▶ DATA FOR REVIEW
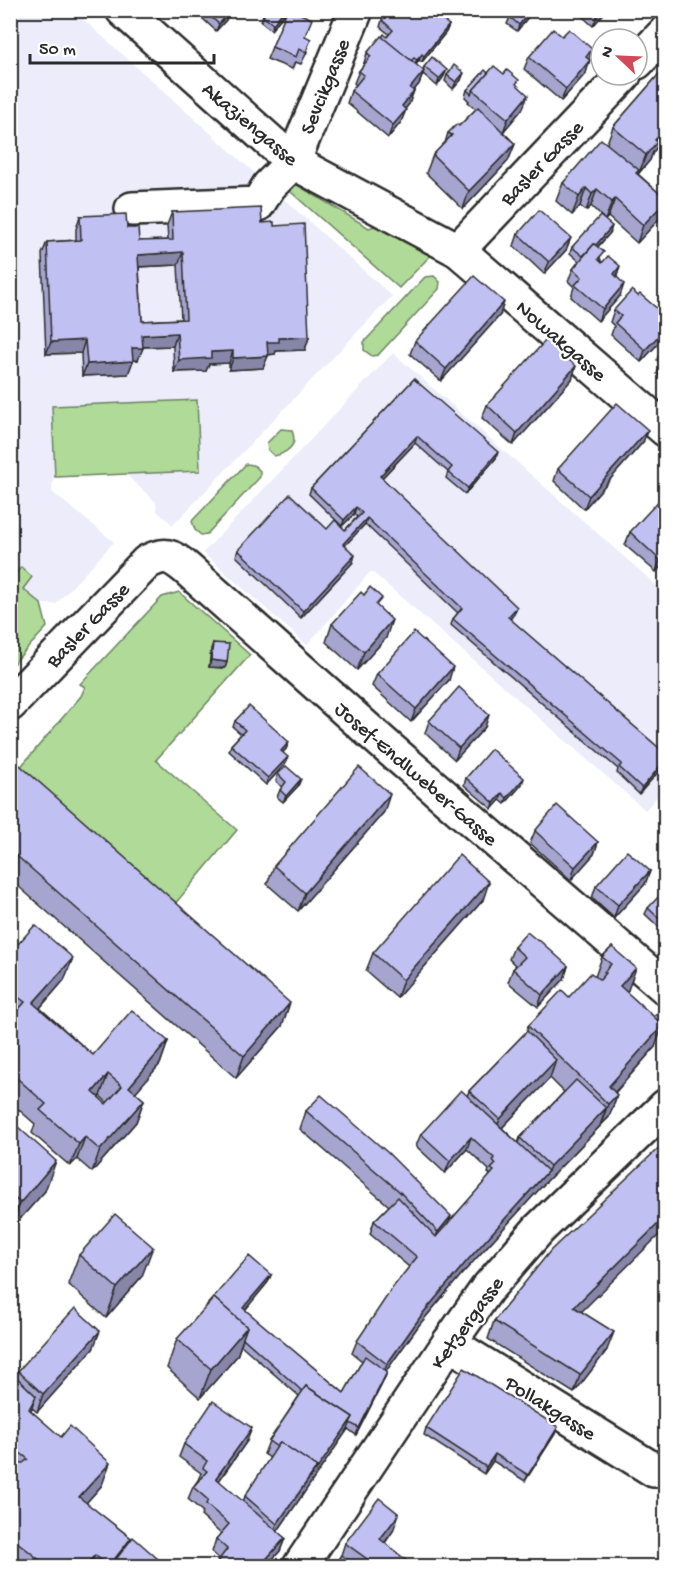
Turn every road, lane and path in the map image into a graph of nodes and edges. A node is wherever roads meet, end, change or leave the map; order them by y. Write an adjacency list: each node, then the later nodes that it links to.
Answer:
1 (123, 10): 6 (street, Akaziengasse)
2 (354, 11): 6 (street, Sevcikgasse)
3 (666, 32): 4 (street)
4 (649, 50)
5 (613, 87): 8 (street, Basler Gasse)
6 (293, 162): 7 (street); 8 (street, Akaziengasse)
7 (132, 209)
8 (458, 250): 9 (street, Nowakgasse)
9 (666, 430)
10 (169, 556): 11 (street, Basler Gasse); 12 (street, Josef-Endlweber-Gasse)
11 (10, 704)
12 (666, 988)
13 (666, 1106): 14 (street, Ketzergasse)
14 (448, 1343): 15 (street, Pollakgasse); 16 (street, Ketzergasse)
15 (654, 1470)
16 (300, 1566)

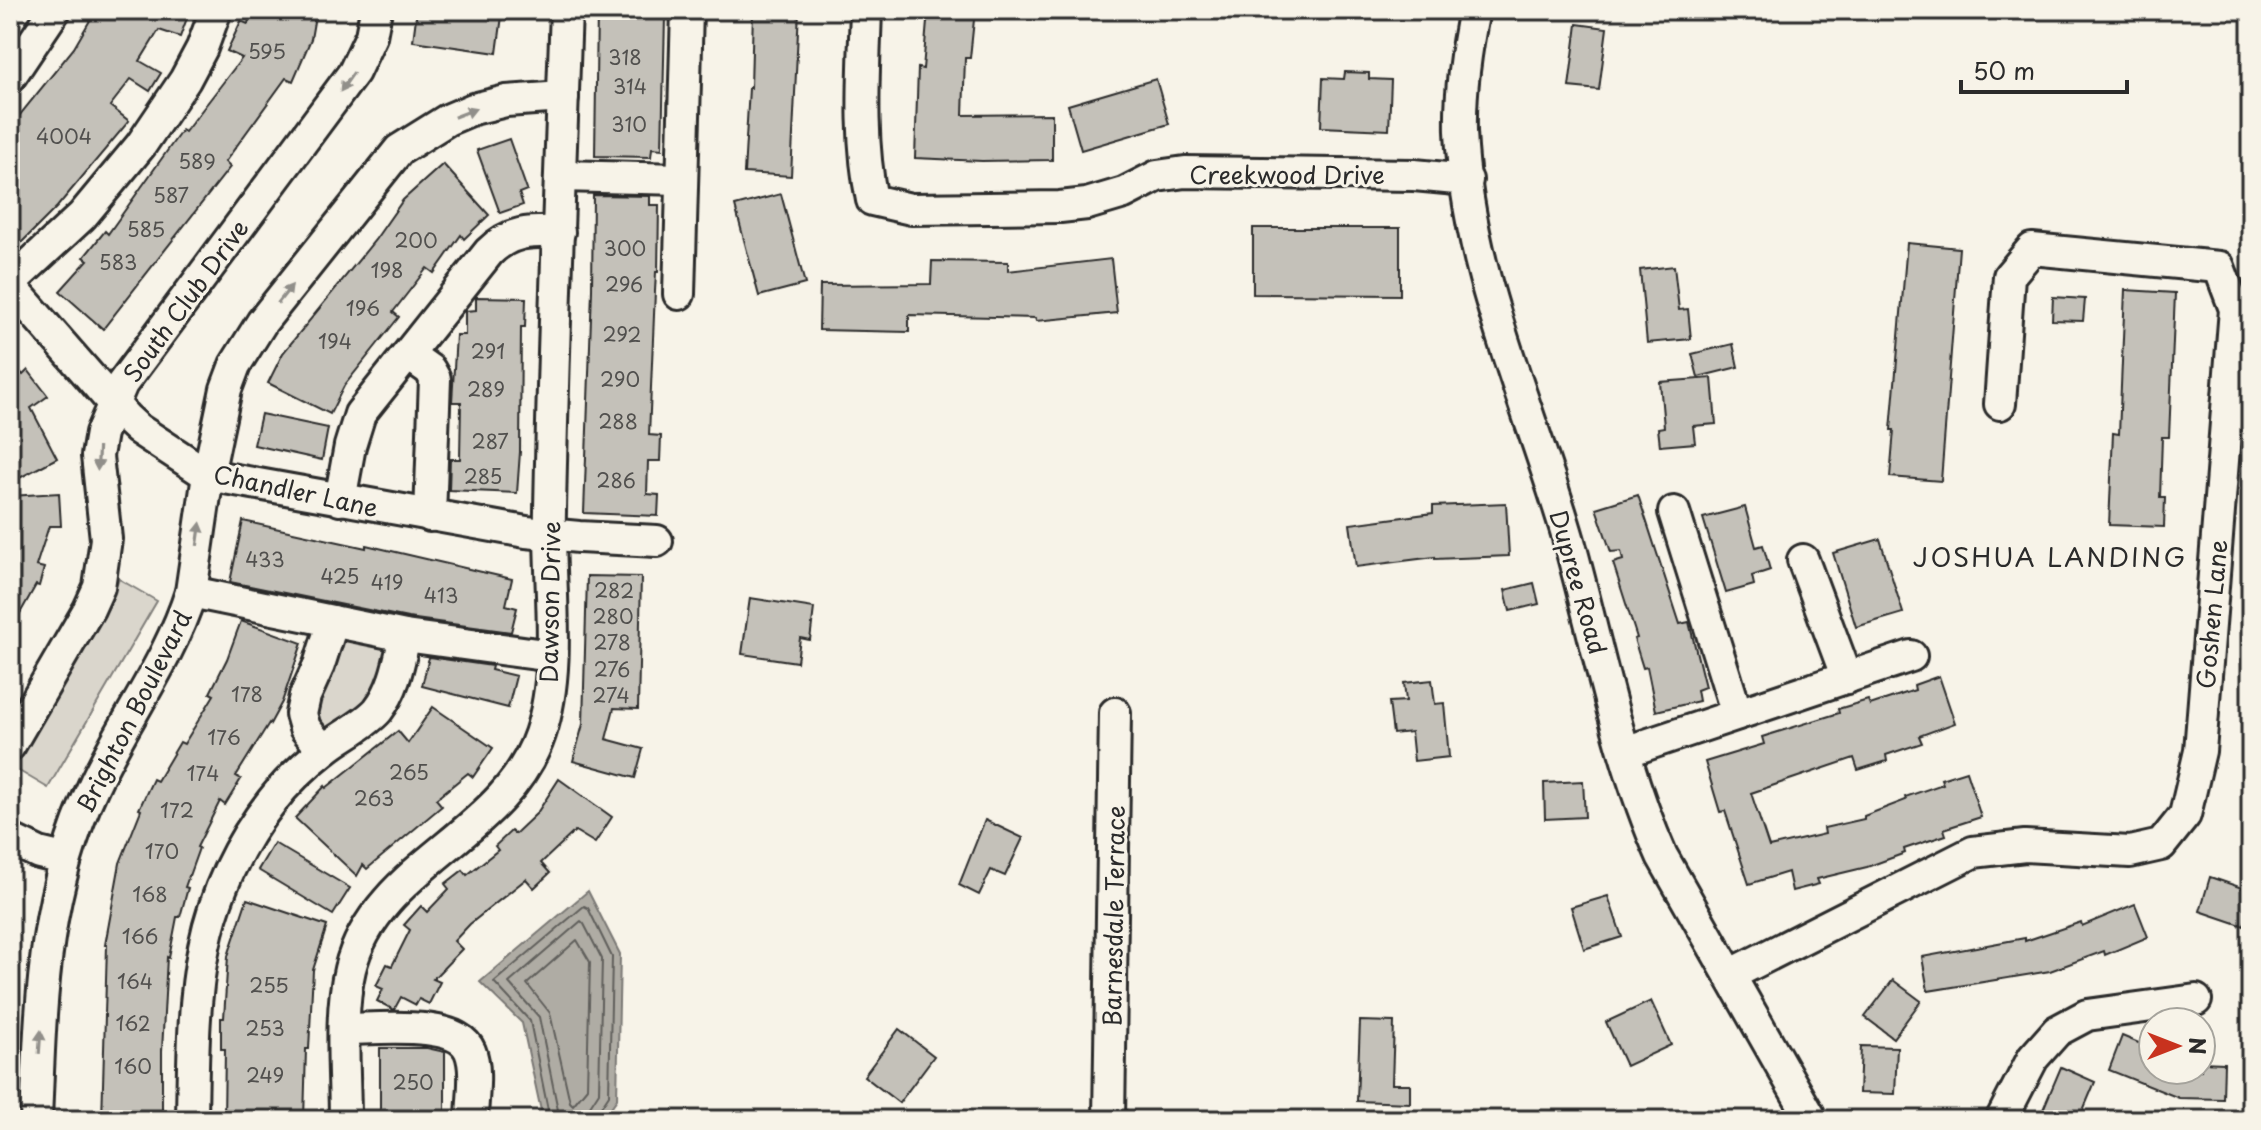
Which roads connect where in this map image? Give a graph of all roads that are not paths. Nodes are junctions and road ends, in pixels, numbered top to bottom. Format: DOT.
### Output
graph roads {
  1 [pos="55,10"];
  2 [pos="216,10"];
  3 [pos="376,10"];
  4 [pos="566,10"];
  5 [pos="687,10"];
  6 [pos="866,10"];
  7 [pos="1474,10"];
  8 [pos="10,77"];
  9 [pos="563,97"];
  10 [pos="561,176"];
  11 [pos="681,179"];
  12 [pos="1467,180"];
  13 [pos="559,232"];
  14 [pos="10,284"];
  15 [pos="679,294"];
  16 [pos="409,355"];
  17 [pos="114,403"];
  18 [pos="2000,404"];
  19 [pos="208,475"];
  20 [pos="340,500"];
  21 [pos="1674,512"];
  22 [pos="430,516"];
  23 [pos="550,534"];
  24 [pos="657,541"];
  25 [pos="1803,560"];
  26 [pos="191,592"];
  27 [pos="333,621"];
  28 [pos="405,636"];
  29 [pos="552,656"];
  30 [pos="1911,656"];
  31 [pos="1847,678"];
  32 [pos="1115,713"];
  33 [pos="1737,714"];
  34 [pos="10,745"];
  35 [pos="323,750"];
  36 [pos="1625,752"];
  37 [pos="10,839"];
  38 [pos="64,859"];
  39 [pos="1730,975"];
  40 [pos="2196,1000"];
  41 [pos="345,1029"];
  42 [pos="36,1120"];
  43 [pos="192,1120"];
  44 [pos="345,1120"];
  45 [pos="472,1120"];
  46 [pos="1109,1120"];
  47 [pos="1810,1120"];
  48 [pos="2001,1120"];
  1 -- 8 [label="street"];
  2 -- 14 [label="street"];
  3 -- 17 [label="street, South Club Drive, one-way"];
  4 -- 9 [label="street, Dawson Drive"];
  5 -- 11 [label="street"];
  6 -- 12 [label="street, Creekwood Drive"];
  7 -- 12 [label="street, Dupree Road"];
  9 -- 10 [label="street, Dawson Drive"];
  19 -- 9 [label="street, Brighton Boulevard, one-way"];
  10 -- 11 [label="street"];
  10 -- 13 [label="street, Dawson Drive"];
  11 -- 15 [label="street"];
  12 -- 36 [label="street, Dupree Road"];
  13 -- 16 [label="street"];
  13 -- 23 [label="street, Dawson Drive"];
  14 -- 17 [label="street, Chandler Lane"];
  16 -- 20 [label="street"];
  16 -- 22 [label="street"];
  17 -- 19 [label="street, Chandler Lane"];
  17 -- 34 [label="street, South Club Drive, one-way"];
  18 -- 39 [label="street, Goshen Lane"];
  19 -- 20 [label="street, Chandler Lane"];
  26 -- 19 [label="street, Brighton Boulevard, one-way"];
  20 -- 22 [label="street, Chandler Lane"];
  21 -- 33 [label="street"];
  22 -- 23 [label="street, Chandler Lane"];
  23 -- 24 [label="street, Chandler Lane"];
  23 -- 29 [label="street, Dawson Drive"];
  25 -- 31 [label="street"];
  26 -- 27 [label="street"];
  26 -- 38 [label="street, Brighton Boulevard"];
  27 -- 28 [label="street"];
  27 -- 35 [label="street"];
  28 -- 29 [label="street"];
  28 -- 35 [label="street"];
  29 -- 41 [label="street, Dawson Drive"];
  30 -- 31 [label="street"];
  31 -- 33 [label="street"];
  32 -- 46 [label="street, Barnesdale Terrace"];
  33 -- 36 [label="street"];
  35 -- 43 [label="street"];
  36 -- 39 [label="street, Dupree Road"];
  37 -- 38 [label="street"];
  42 -- 38 [label="street, Brighton Boulevard, one-way"];
  39 -- 47 [label="street, Dupree Road"];
  40 -- 48 [label="street"];
  41 -- 44 [label="street, Dawson Drive"];
  41 -- 45 [label="street"];
}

▶ WORK TO BE COMPLETED
What you give back must match the entries exactly, apart from the omitted pictures.

▶ ANSWER TO THIS EXERCISE
Turn every road, lane and path in the map image into a graph of nodes and edges. A node is wherever roads meet, end, change or leave the map; order them by y. Write an adjacency list: each node, then the later nodes that it links to.
Answer:
1 (123, 10): 6 (street, Akaziengasse)
2 (354, 11): 6 (street, Sevcikgasse)
3 (666, 32): 4 (street)
4 (649, 50)
5 (613, 87): 8 (street, Basler Gasse)
6 (293, 162): 7 (street); 8 (street, Akaziengasse)
7 (132, 209)
8 (458, 250): 9 (street, Nowakgasse)
9 (666, 430)
10 (169, 556): 11 (street, Basler Gasse); 12 (street, Josef-Endlweber-Gasse)
11 (10, 704)
12 (666, 988)
13 (666, 1106): 14 (street, Ketzergasse)
14 (448, 1343): 15 (street, Pollakgasse); 16 (street, Ketzergasse)
15 (654, 1470)
16 (300, 1566)

Which roads connect where in this map image? Give a graph of all roads that are not paths. Nodes are junctions and road ends, in pixels, numbered top to bottom. Format: DOT.
### Output
graph roads {
  1 [pos="55,10"];
  2 [pos="216,10"];
  3 [pos="376,10"];
  4 [pos="566,10"];
  5 [pos="687,10"];
  6 [pos="866,10"];
  7 [pos="1474,10"];
  8 [pos="10,77"];
  9 [pos="563,97"];
  10 [pos="561,176"];
  11 [pos="681,179"];
  12 [pos="1467,180"];
  13 [pos="559,232"];
  14 [pos="10,284"];
  15 [pos="679,294"];
  16 [pos="409,355"];
  17 [pos="114,403"];
  18 [pos="2000,404"];
  19 [pos="208,475"];
  20 [pos="340,500"];
  21 [pos="1674,512"];
  22 [pos="430,516"];
  23 [pos="550,534"];
  24 [pos="657,541"];
  25 [pos="1803,560"];
  26 [pos="191,592"];
  27 [pos="333,621"];
  28 [pos="405,636"];
  29 [pos="552,656"];
  30 [pos="1911,656"];
  31 [pos="1847,678"];
  32 [pos="1115,713"];
  33 [pos="1737,714"];
  34 [pos="10,745"];
  35 [pos="323,750"];
  36 [pos="1625,752"];
  37 [pos="10,839"];
  38 [pos="64,859"];
  39 [pos="1730,975"];
  40 [pos="2196,1000"];
  41 [pos="345,1029"];
  42 [pos="36,1120"];
  43 [pos="192,1120"];
  44 [pos="345,1120"];
  45 [pos="472,1120"];
  46 [pos="1109,1120"];
  47 [pos="1810,1120"];
  48 [pos="2001,1120"];
  1 -- 8 [label="street"];
  2 -- 14 [label="street"];
  3 -- 17 [label="street, South Club Drive, one-way"];
  4 -- 9 [label="street, Dawson Drive"];
  5 -- 11 [label="street"];
  6 -- 12 [label="street, Creekwood Drive"];
  7 -- 12 [label="street, Dupree Road"];
  9 -- 10 [label="street, Dawson Drive"];
  19 -- 9 [label="street, Brighton Boulevard, one-way"];
  10 -- 11 [label="street"];
  10 -- 13 [label="street, Dawson Drive"];
  11 -- 15 [label="street"];
  12 -- 36 [label="street, Dupree Road"];
  13 -- 16 [label="street"];
  13 -- 23 [label="street, Dawson Drive"];
  14 -- 17 [label="street, Chandler Lane"];
  16 -- 20 [label="street"];
  16 -- 22 [label="street"];
  17 -- 19 [label="street, Chandler Lane"];
  17 -- 34 [label="street, South Club Drive, one-way"];
  18 -- 39 [label="street, Goshen Lane"];
  19 -- 20 [label="street, Chandler Lane"];
  26 -- 19 [label="street, Brighton Boulevard, one-way"];
  20 -- 22 [label="street, Chandler Lane"];
  21 -- 33 [label="street"];
  22 -- 23 [label="street, Chandler Lane"];
  23 -- 24 [label="street, Chandler Lane"];
  23 -- 29 [label="street, Dawson Drive"];
  25 -- 31 [label="street"];
  26 -- 27 [label="street"];
  26 -- 38 [label="street, Brighton Boulevard"];
  27 -- 28 [label="street"];
  27 -- 35 [label="street"];
  28 -- 29 [label="street"];
  28 -- 35 [label="street"];
  29 -- 41 [label="street, Dawson Drive"];
  30 -- 31 [label="street"];
  31 -- 33 [label="street"];
  32 -- 46 [label="street, Barnesdale Terrace"];
  33 -- 36 [label="street"];
  35 -- 43 [label="street"];
  36 -- 39 [label="street, Dupree Road"];
  37 -- 38 [label="street"];
  42 -- 38 [label="street, Brighton Boulevard, one-way"];
  39 -- 47 [label="street, Dupree Road"];
  40 -- 48 [label="street"];
  41 -- 44 [label="street, Dawson Drive"];
  41 -- 45 [label="street"];
}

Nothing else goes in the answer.